SUPPLIED MATERIAL below:
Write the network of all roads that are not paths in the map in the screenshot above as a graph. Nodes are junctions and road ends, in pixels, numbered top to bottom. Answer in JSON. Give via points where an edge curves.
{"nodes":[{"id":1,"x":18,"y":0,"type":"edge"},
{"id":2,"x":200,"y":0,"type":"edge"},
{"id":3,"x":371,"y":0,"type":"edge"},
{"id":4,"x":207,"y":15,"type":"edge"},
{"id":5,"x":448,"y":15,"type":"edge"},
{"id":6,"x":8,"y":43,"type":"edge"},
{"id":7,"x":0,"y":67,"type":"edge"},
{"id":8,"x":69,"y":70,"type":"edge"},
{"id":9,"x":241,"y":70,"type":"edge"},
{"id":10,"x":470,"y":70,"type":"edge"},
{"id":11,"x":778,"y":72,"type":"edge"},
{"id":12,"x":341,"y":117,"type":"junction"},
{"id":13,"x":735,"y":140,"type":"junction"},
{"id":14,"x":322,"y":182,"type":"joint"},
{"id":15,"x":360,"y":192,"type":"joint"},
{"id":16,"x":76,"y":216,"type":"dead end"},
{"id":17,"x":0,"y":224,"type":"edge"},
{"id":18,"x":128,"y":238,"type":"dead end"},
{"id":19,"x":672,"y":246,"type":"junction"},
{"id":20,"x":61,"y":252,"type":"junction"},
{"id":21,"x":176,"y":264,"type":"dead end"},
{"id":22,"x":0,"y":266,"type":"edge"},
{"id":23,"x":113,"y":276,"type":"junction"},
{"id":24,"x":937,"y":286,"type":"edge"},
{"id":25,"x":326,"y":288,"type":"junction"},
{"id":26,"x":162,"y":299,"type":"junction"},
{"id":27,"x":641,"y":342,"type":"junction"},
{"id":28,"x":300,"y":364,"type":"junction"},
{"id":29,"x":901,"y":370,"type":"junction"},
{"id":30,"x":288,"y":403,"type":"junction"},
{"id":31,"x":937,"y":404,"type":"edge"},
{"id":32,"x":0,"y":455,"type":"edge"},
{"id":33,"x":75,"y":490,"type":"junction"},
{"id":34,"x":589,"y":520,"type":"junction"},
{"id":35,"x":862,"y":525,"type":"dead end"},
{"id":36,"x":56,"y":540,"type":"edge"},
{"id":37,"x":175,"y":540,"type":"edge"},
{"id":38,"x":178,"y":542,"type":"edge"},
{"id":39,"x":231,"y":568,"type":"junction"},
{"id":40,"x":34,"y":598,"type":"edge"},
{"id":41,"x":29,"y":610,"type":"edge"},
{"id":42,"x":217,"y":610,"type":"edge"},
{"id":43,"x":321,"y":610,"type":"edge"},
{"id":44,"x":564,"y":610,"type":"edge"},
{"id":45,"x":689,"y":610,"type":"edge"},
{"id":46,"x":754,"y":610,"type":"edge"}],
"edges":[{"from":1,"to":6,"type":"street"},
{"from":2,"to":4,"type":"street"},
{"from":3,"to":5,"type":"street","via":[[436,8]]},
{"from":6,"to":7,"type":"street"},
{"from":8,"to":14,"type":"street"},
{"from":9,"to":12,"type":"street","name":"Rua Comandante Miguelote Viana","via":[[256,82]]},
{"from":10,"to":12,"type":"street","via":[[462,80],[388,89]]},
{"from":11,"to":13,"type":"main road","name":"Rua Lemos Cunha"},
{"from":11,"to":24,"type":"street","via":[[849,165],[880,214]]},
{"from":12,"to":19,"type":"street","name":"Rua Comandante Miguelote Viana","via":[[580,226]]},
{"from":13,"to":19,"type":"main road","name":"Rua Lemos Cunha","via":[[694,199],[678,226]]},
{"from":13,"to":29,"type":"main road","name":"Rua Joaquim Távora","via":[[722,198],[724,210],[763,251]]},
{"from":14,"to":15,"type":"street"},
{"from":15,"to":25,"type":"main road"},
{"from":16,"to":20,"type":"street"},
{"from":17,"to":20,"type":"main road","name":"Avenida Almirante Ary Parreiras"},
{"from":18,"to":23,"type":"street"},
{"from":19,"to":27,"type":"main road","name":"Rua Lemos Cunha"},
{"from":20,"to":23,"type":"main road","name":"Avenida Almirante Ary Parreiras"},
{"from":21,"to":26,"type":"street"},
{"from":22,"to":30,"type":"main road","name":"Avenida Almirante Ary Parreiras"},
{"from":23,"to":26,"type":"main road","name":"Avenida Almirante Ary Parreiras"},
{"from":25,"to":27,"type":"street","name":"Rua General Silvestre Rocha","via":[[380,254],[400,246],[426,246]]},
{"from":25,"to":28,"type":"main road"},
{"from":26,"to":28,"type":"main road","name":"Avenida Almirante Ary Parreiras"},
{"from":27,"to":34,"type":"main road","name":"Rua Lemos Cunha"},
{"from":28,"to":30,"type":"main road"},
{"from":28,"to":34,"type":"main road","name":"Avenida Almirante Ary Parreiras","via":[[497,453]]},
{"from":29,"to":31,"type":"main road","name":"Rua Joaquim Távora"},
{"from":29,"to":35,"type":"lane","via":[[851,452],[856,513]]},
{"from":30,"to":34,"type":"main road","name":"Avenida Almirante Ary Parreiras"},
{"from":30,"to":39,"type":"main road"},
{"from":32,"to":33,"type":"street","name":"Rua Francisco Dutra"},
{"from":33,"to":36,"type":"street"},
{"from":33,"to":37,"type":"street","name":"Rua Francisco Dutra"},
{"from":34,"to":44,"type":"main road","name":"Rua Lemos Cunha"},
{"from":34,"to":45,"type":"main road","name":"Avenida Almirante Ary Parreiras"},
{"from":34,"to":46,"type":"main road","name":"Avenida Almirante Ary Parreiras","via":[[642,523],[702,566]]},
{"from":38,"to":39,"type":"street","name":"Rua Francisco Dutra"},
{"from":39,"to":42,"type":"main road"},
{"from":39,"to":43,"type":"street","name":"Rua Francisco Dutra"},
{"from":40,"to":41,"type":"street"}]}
End of SUPPLIED MATERIAL.
## WHAT TO WORK ON
Your task is to reproduce all of the records exactly.

## TASK OUTPUT
Write the network of all roads that are not paths in the map in the screenshot above as a graph. Nodes are junctions and road ends, in pixels, numbered top to bottom. Answer in JSON. Give via points where an edge curves.
{"nodes":[{"id":1,"x":18,"y":0,"type":"edge"},
{"id":2,"x":200,"y":0,"type":"edge"},
{"id":3,"x":371,"y":0,"type":"edge"},
{"id":4,"x":207,"y":15,"type":"edge"},
{"id":5,"x":448,"y":15,"type":"edge"},
{"id":6,"x":8,"y":43,"type":"edge"},
{"id":7,"x":0,"y":67,"type":"edge"},
{"id":8,"x":69,"y":70,"type":"edge"},
{"id":9,"x":241,"y":70,"type":"edge"},
{"id":10,"x":470,"y":70,"type":"edge"},
{"id":11,"x":778,"y":72,"type":"edge"},
{"id":12,"x":341,"y":117,"type":"junction"},
{"id":13,"x":735,"y":140,"type":"junction"},
{"id":14,"x":322,"y":182,"type":"joint"},
{"id":15,"x":360,"y":192,"type":"joint"},
{"id":16,"x":76,"y":216,"type":"dead end"},
{"id":17,"x":0,"y":224,"type":"edge"},
{"id":18,"x":128,"y":238,"type":"dead end"},
{"id":19,"x":672,"y":246,"type":"junction"},
{"id":20,"x":61,"y":252,"type":"junction"},
{"id":21,"x":176,"y":264,"type":"dead end"},
{"id":22,"x":0,"y":266,"type":"edge"},
{"id":23,"x":113,"y":276,"type":"junction"},
{"id":24,"x":937,"y":286,"type":"edge"},
{"id":25,"x":326,"y":288,"type":"junction"},
{"id":26,"x":162,"y":299,"type":"junction"},
{"id":27,"x":641,"y":342,"type":"junction"},
{"id":28,"x":300,"y":364,"type":"junction"},
{"id":29,"x":901,"y":370,"type":"junction"},
{"id":30,"x":288,"y":403,"type":"junction"},
{"id":31,"x":937,"y":404,"type":"edge"},
{"id":32,"x":0,"y":455,"type":"edge"},
{"id":33,"x":75,"y":490,"type":"junction"},
{"id":34,"x":589,"y":520,"type":"junction"},
{"id":35,"x":862,"y":525,"type":"dead end"},
{"id":36,"x":56,"y":540,"type":"edge"},
{"id":37,"x":175,"y":540,"type":"edge"},
{"id":38,"x":178,"y":542,"type":"edge"},
{"id":39,"x":231,"y":568,"type":"junction"},
{"id":40,"x":34,"y":598,"type":"edge"},
{"id":41,"x":29,"y":610,"type":"edge"},
{"id":42,"x":217,"y":610,"type":"edge"},
{"id":43,"x":321,"y":610,"type":"edge"},
{"id":44,"x":564,"y":610,"type":"edge"},
{"id":45,"x":689,"y":610,"type":"edge"},
{"id":46,"x":754,"y":610,"type":"edge"}],
"edges":[{"from":1,"to":6,"type":"street"},
{"from":2,"to":4,"type":"street"},
{"from":3,"to":5,"type":"street","via":[[436,8]]},
{"from":6,"to":7,"type":"street"},
{"from":8,"to":14,"type":"street"},
{"from":9,"to":12,"type":"street","name":"Rua Comandante Miguelote Viana","via":[[256,82]]},
{"from":10,"to":12,"type":"street","via":[[462,80],[388,89]]},
{"from":11,"to":13,"type":"main road","name":"Rua Lemos Cunha"},
{"from":11,"to":24,"type":"street","via":[[849,165],[880,214]]},
{"from":12,"to":19,"type":"street","name":"Rua Comandante Miguelote Viana","via":[[580,226]]},
{"from":13,"to":19,"type":"main road","name":"Rua Lemos Cunha","via":[[694,199],[678,226]]},
{"from":13,"to":29,"type":"main road","name":"Rua Joaquim Távora","via":[[722,198],[724,210],[763,251]]},
{"from":14,"to":15,"type":"street"},
{"from":15,"to":25,"type":"main road"},
{"from":16,"to":20,"type":"street"},
{"from":17,"to":20,"type":"main road","name":"Avenida Almirante Ary Parreiras"},
{"from":18,"to":23,"type":"street"},
{"from":19,"to":27,"type":"main road","name":"Rua Lemos Cunha"},
{"from":20,"to":23,"type":"main road","name":"Avenida Almirante Ary Parreiras"},
{"from":21,"to":26,"type":"street"},
{"from":22,"to":30,"type":"main road","name":"Avenida Almirante Ary Parreiras"},
{"from":23,"to":26,"type":"main road","name":"Avenida Almirante Ary Parreiras"},
{"from":25,"to":27,"type":"street","name":"Rua General Silvestre Rocha","via":[[380,254],[400,246],[426,246]]},
{"from":25,"to":28,"type":"main road"},
{"from":26,"to":28,"type":"main road","name":"Avenida Almirante Ary Parreiras"},
{"from":27,"to":34,"type":"main road","name":"Rua Lemos Cunha"},
{"from":28,"to":30,"type":"main road"},
{"from":28,"to":34,"type":"main road","name":"Avenida Almirante Ary Parreiras","via":[[497,453]]},
{"from":29,"to":31,"type":"main road","name":"Rua Joaquim Távora"},
{"from":29,"to":35,"type":"lane","via":[[851,452],[856,513]]},
{"from":30,"to":34,"type":"main road","name":"Avenida Almirante Ary Parreiras"},
{"from":30,"to":39,"type":"main road"},
{"from":32,"to":33,"type":"street","name":"Rua Francisco Dutra"},
{"from":33,"to":36,"type":"street"},
{"from":33,"to":37,"type":"street","name":"Rua Francisco Dutra"},
{"from":34,"to":44,"type":"main road","name":"Rua Lemos Cunha"},
{"from":34,"to":45,"type":"main road","name":"Avenida Almirante Ary Parreiras"},
{"from":34,"to":46,"type":"main road","name":"Avenida Almirante Ary Parreiras","via":[[642,523],[702,566]]},
{"from":38,"to":39,"type":"street","name":"Rua Francisco Dutra"},
{"from":39,"to":42,"type":"main road"},
{"from":39,"to":43,"type":"street","name":"Rua Francisco Dutra"},
{"from":40,"to":41,"type":"street"}]}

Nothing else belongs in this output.